TASK ITEM: Could you repeat the records below exactly, without the pictures?

### DATA FOR PROCESSING

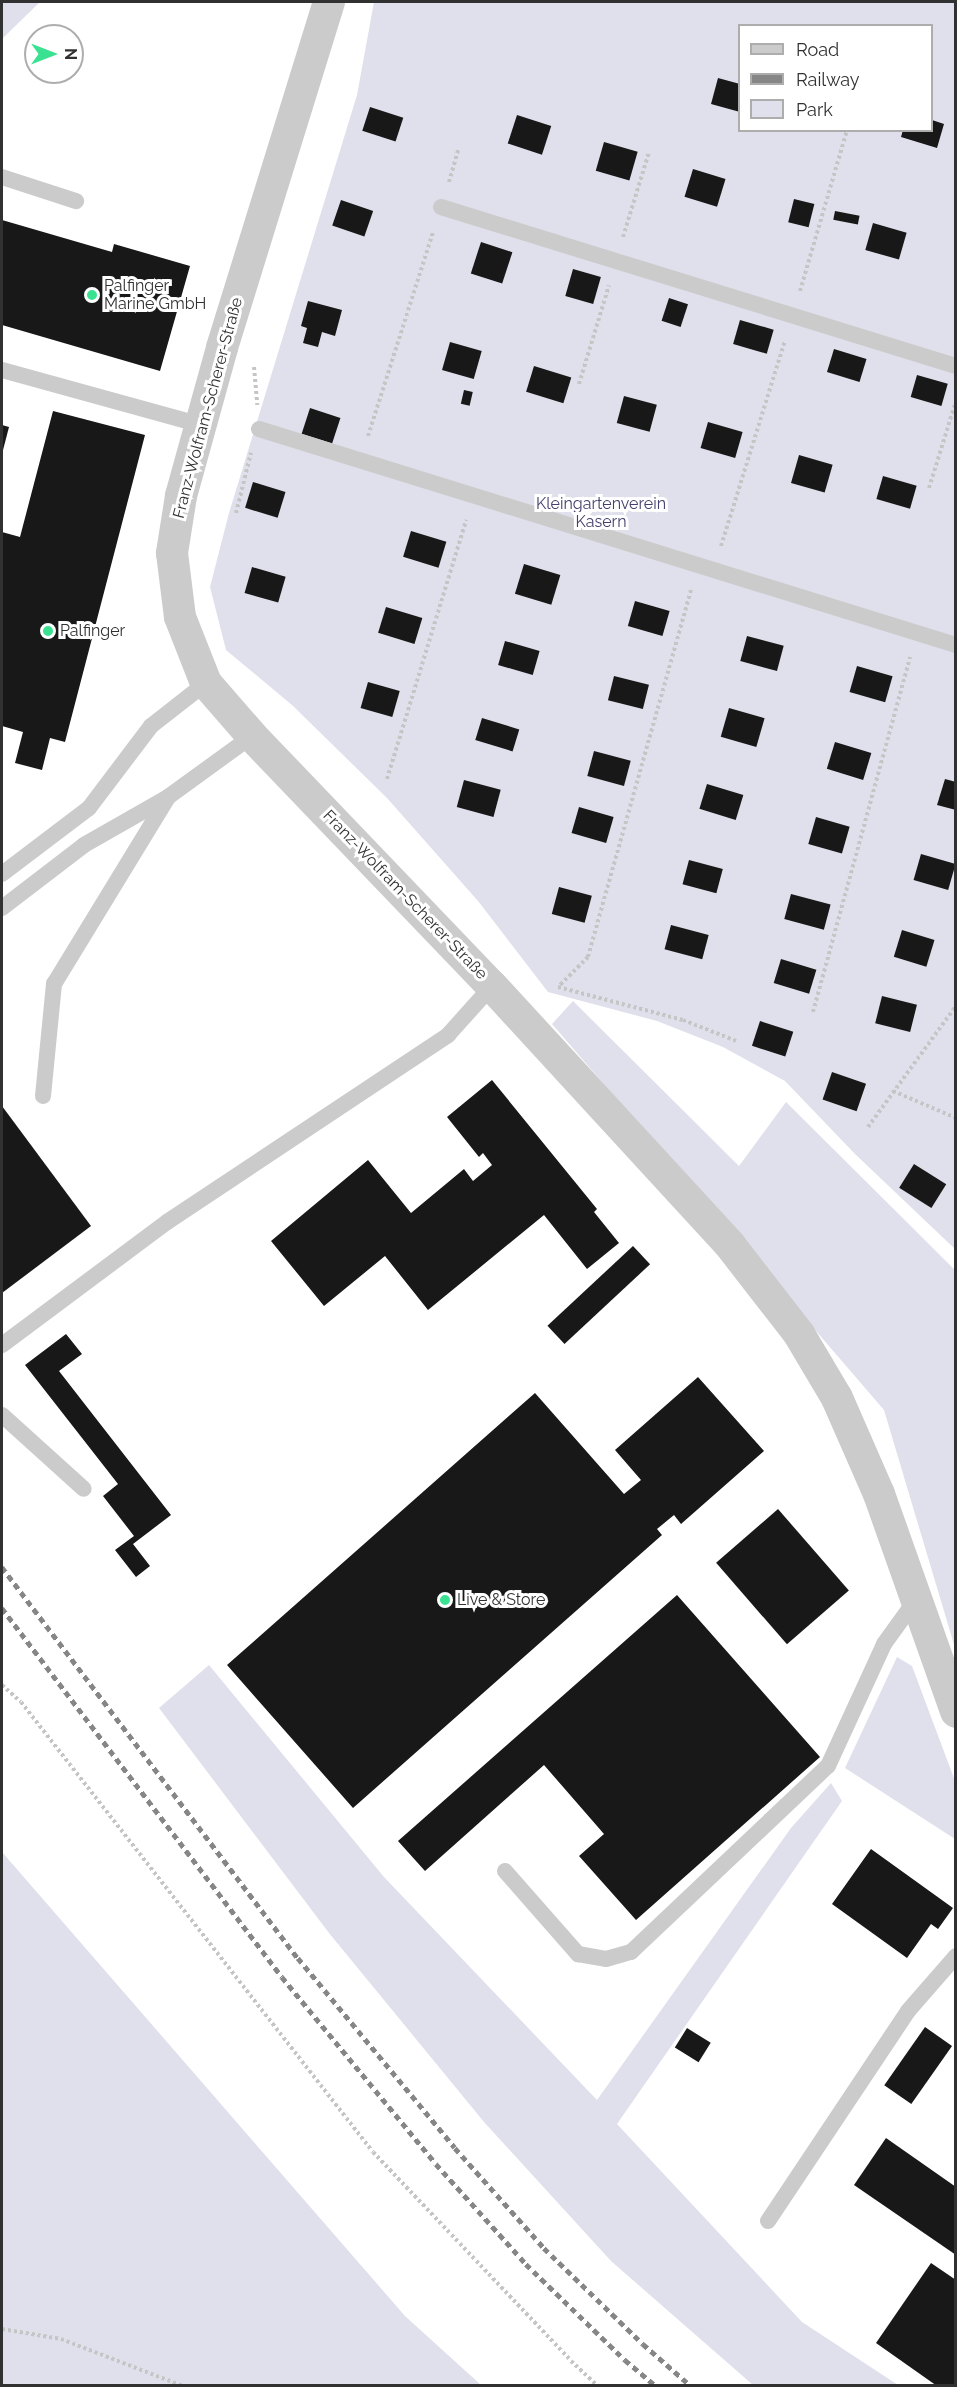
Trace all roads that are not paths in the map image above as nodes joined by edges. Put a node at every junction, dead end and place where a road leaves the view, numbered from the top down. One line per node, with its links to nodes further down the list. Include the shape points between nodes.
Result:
1 (329, 2): 7 (street, Franz-Wolfram-Scherer-Straße)
2 (2, 177): 3 (lane)
3 (76, 201)
4 (441, 207): 5 (lane)
5 (956, 366)
6 (2, 370): 7 (lane)
7 (201, 424): 10 (street, Franz-Wolfram-Scherer-Straße, via 181,496 172,553 180,617)
8 (259, 429): 9 (lane)
9 (956, 645)
10 (206, 683): 11 (street, Franz-Wolfram-Scherer-Straße); 13 (lane, via 151,726 88,808)
11 (252, 736): 12 (lane); 15 (street, Franz-Wolfram-Scherer-Straße)
12 (168, 797): 14 (lane, via 84,845); 16 (lane, via 54,984)
13 (2, 874)
14 (2, 908)
15 (492, 986): 17 (lane, via 448,1035 167,1222); 20 (street, Franz-Wolfram-Scherer-Straße, via 730,1245 799,1334 837,1398 874,1483)
16 (43, 1096)
17 (2, 1345)
18 (2, 1415): 19 (lane)
19 (84, 1489)
20 (915, 1601): 21 (street, Franz-Wolfram-Scherer-Straße); 22 (lane, via 885,1644 828,1766 631,1952 606,1959 578,1954)
21 (956, 1712)
22 (505, 1871)
23 (956, 1956): 24 (lane, via 908,2011)
24 (768, 2221)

######

ANSWER BOX:
Trace all roads that are not paths in the map image above as nodes joined by edges. Put a node at every junction, dead end and place where a road leaves the view, numbered from the top down. One line per node, with its links to nodes further down the list. Include the shape points between nodes.
Result:
1 (329, 2): 7 (street, Franz-Wolfram-Scherer-Straße)
2 (2, 177): 3 (lane)
3 (76, 201)
4 (441, 207): 5 (lane)
5 (956, 366)
6 (2, 370): 7 (lane)
7 (201, 424): 10 (street, Franz-Wolfram-Scherer-Straße, via 181,496 172,553 180,617)
8 (259, 429): 9 (lane)
9 (956, 645)
10 (206, 683): 11 (street, Franz-Wolfram-Scherer-Straße); 13 (lane, via 151,726 88,808)
11 (252, 736): 12 (lane); 15 (street, Franz-Wolfram-Scherer-Straße)
12 (168, 797): 14 (lane, via 84,845); 16 (lane, via 54,984)
13 (2, 874)
14 (2, 908)
15 (492, 986): 17 (lane, via 448,1035 167,1222); 20 (street, Franz-Wolfram-Scherer-Straße, via 730,1245 799,1334 837,1398 874,1483)
16 (43, 1096)
17 (2, 1345)
18 (2, 1415): 19 (lane)
19 (84, 1489)
20 (915, 1601): 21 (street, Franz-Wolfram-Scherer-Straße); 22 (lane, via 885,1644 828,1766 631,1952 606,1959 578,1954)
21 (956, 1712)
22 (505, 1871)
23 (956, 1956): 24 (lane, via 908,2011)
24 (768, 2221)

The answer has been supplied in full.